Courage and Confidence

I recently mentioned these words together to a friend, explaining that if you have both, you can do anything. I meant it. Hand in hand, you have a lot of power in life if you own them both. These are not like possessions either, they cannot be taken away from you once you have them - but the hard part is growing with your experiences so you can face each new one head on.

I didn't always have either one. It took me at least 20 years to figure out that you are truly your own worst enemy. Nobody else is more hardnosed, picky, and knowledgeable about your own shortcomings than yourself. While there ARE people out there that are shallow and ridiculous and simply go about picking on others for the sake of it, MOST people around you are thinking more about their own problems than yours.

To address courage - it isn't the absence of fear like so many people think. It is bravery in spite of it, telling yourself that what you are afraid of isn't worth the price of fear, which might be not talking to someone, not trying something new, not accomplishing a goal, etc. If people would only see that they hold themselves back from wonderful things in life and there's nothing really stopping them, can you imagine what we could do? I recall when I was expecting my daughter that SO many people would call me both brave and crazy for saying I was planning to have her naturally without drugs. I'm not brave, and I'm not crazy, and I did have her naturally. A lot of situations are truly mind over matter - if you have motivation and knowledge, then it's not scary, so therefore you are not brave because you're not afraid to begin with.

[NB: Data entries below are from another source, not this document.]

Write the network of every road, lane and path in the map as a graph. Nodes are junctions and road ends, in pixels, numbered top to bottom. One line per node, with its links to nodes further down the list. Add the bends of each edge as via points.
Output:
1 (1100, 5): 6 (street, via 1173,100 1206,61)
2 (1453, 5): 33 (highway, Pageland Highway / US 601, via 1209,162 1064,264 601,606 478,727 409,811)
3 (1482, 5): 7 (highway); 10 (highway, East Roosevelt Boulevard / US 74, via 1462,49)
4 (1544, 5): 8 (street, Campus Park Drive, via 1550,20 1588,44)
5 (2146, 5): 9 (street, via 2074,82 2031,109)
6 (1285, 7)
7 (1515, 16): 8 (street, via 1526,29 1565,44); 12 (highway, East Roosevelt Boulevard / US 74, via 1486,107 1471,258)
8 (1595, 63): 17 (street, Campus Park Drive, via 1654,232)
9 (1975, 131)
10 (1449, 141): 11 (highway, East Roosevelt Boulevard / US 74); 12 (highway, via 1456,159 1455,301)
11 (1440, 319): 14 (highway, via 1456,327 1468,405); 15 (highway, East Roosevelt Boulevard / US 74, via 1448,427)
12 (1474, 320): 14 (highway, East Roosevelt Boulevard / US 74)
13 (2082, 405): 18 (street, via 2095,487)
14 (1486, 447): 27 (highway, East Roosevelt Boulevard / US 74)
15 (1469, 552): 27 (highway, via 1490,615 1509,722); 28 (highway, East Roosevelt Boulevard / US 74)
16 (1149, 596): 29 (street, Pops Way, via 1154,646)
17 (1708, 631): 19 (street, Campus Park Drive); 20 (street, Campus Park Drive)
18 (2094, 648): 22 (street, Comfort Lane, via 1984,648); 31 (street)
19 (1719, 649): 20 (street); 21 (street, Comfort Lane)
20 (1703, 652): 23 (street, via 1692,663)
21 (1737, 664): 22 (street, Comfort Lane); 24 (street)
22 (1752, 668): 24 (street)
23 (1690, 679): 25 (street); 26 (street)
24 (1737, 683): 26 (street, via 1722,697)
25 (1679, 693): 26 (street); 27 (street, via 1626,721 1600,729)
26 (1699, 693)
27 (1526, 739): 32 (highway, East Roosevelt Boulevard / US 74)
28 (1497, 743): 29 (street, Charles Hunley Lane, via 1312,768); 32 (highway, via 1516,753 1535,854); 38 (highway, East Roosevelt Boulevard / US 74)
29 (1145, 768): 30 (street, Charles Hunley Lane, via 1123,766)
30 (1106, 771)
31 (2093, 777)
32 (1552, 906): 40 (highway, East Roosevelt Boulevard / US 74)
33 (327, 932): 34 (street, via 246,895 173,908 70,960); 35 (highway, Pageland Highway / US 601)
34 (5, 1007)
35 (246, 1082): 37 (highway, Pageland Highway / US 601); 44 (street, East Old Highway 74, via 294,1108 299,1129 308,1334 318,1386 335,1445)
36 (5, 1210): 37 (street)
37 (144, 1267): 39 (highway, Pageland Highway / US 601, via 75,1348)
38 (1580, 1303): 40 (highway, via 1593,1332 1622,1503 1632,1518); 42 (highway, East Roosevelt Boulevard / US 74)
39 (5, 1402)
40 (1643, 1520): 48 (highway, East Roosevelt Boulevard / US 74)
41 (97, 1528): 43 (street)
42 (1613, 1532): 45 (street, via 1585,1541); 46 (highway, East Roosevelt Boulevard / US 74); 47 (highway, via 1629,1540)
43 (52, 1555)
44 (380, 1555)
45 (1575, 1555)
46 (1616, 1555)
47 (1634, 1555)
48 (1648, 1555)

Confidence... well, this is something I wish I could buy for everyone, everyone I have met and everyone I haven't. Confident people do not quit, they might fall down but they get up again. They try new things even when odds are against them. They don't listen to negativity. Confidence also allows you to prevent yourself from being abused, used, and taken for granted. The key here I think is to have expectations to reach, but REASONABLE ones. When someone has expectations that are consistently too high, eventually they give up because they learn they can never reach them. When someone has expectations that are consistently too low, eventually they become a 'victim of their circumstances' and tell people 'I'm this way because I'm slow' or 'I'm this way because I'm poor' or 'I'm this way because I have no opportunities'. It's all hogwash! We have to stop thinking that who we are or who we can be is ever based on anybody other than ourselves.

3 comments:

  1. Great post. It's so true...I too wish I could buy confidence for most people. It makes me so sad when I can see somebody's potential and greatness, but their own opinions of themselves block them from seeing that too. We all have greatness inside of us...it's whether or not we choose to channel our greatness that really makes the difference.

    ReplyDelete
  2. Thank you for commenting! I went to read your latest post too, so true!

    ReplyDelete
  3. This is a piece of work that I copied and printed out, so that I could look at it every day.

    I have a friend that tried to point this very thing out to me, but it didn't make as much sense then as it does now.

    Excellent work Tsianna, your common sense and approach to life is something I admire.